As for me, elephants could still be in the future. Bill Leebens: "This thing needs a lot of active burn-in. And by that I mean full-signal usage with a varying input, not just the hookup. It will likely change character pretty dramatically over the course of a couple of weeks. Yes that's a pain in the ass but so far we haven't come up with a burn-in protocol that can be done repeatably and effectively at the factory." If things get positively elephantine after a few weeks, I'll report back...
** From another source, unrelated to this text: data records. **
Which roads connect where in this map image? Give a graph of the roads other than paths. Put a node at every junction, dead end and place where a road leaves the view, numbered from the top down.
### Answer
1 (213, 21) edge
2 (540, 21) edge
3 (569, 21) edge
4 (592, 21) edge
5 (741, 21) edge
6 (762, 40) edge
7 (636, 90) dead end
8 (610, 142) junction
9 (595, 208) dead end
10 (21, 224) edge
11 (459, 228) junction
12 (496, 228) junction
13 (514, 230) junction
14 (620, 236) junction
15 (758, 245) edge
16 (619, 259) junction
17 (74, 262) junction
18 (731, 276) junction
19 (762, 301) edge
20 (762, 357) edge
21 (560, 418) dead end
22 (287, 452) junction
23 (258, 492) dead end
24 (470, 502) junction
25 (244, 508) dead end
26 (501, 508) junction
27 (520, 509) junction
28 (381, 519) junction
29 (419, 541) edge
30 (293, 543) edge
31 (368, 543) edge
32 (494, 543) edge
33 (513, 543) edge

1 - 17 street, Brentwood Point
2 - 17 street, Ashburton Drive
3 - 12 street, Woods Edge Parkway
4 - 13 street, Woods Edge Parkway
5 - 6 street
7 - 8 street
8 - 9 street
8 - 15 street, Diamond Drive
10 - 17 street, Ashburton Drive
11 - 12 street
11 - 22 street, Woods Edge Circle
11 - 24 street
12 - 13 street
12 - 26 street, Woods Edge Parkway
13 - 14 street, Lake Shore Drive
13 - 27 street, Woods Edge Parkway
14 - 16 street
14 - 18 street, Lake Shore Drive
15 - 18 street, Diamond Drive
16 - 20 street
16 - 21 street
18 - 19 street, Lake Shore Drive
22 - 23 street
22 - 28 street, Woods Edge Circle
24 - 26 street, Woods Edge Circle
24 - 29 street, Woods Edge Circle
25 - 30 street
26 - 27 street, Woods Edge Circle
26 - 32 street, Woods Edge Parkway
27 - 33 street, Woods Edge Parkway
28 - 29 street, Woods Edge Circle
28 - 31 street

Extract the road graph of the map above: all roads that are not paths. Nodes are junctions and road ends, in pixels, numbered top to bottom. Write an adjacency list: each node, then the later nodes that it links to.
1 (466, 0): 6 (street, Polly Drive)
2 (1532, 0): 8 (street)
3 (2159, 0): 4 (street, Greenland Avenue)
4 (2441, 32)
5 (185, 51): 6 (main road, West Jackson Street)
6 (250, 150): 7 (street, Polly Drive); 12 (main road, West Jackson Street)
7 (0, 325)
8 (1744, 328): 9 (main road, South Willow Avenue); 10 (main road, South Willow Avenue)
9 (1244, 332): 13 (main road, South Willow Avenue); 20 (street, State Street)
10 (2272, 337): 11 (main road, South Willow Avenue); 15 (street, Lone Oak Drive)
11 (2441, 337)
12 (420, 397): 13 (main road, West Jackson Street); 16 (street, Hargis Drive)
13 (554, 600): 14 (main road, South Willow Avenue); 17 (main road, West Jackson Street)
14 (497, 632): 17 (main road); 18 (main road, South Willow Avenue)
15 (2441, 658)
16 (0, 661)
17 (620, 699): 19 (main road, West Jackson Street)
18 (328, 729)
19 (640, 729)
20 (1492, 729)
PS. On computer-audio differences, resident IT experts Marja & Henk had this: "It's a fact that with network communications (computer data transmissions) there are differences in ethernet cable quality. CAT 5 was superseded by CAT 6. When a standard CAT 5 cable for audio purposes gets switched to CAT 6, there's already a substantial audible difference. But it goes well beyond cables. Think hard disks. We notice differences using various hard drive makes/types for audio playback. In our XXHighEnd dedicated Windows PC our WAV/FLAC files store on USB 3 hard drives. From there data is intermediately stored on another disk before being transferred to memory from whence actual audio ‘playing’ is performed. The kind and type of intermediate disk has an influence on the perceived playback. Western Digital sounds less good than Toshiba where SATA disks are concerned. Disks spinning at 7.200RPM sound better than 10.000RPM spinners. Using a solid-state drive is not as fine/good as a slow-spinning SATA. So far the best is a RAM disk created in physical memory. Audiophiles have trouble wrapping their heads around the fact of no real time component since all data is cached and/or buffered somewhere along the path yet everything still has an influence. The only thing we can think of is that it has something to do with transitions between protocols. For an analogy, computer hacking occurs at the most vulnerable side of software - its protocol boundaries. When HTTP (which is nothing more than a copy protocol) transfers data from server to client (a web browser receives or sends data to a server), there's a conversion of protocols. At that crossing point hackers can interfere. It goes far deeper but the general idea is that at each crossing point from HTTP to XML, SQL or whatever protocol is involved, there's a weakness and an opening. The same seems to be true with audio content at a low level. In computer audio data migrates from one protocol to another. At every protocol translation point there's an influence."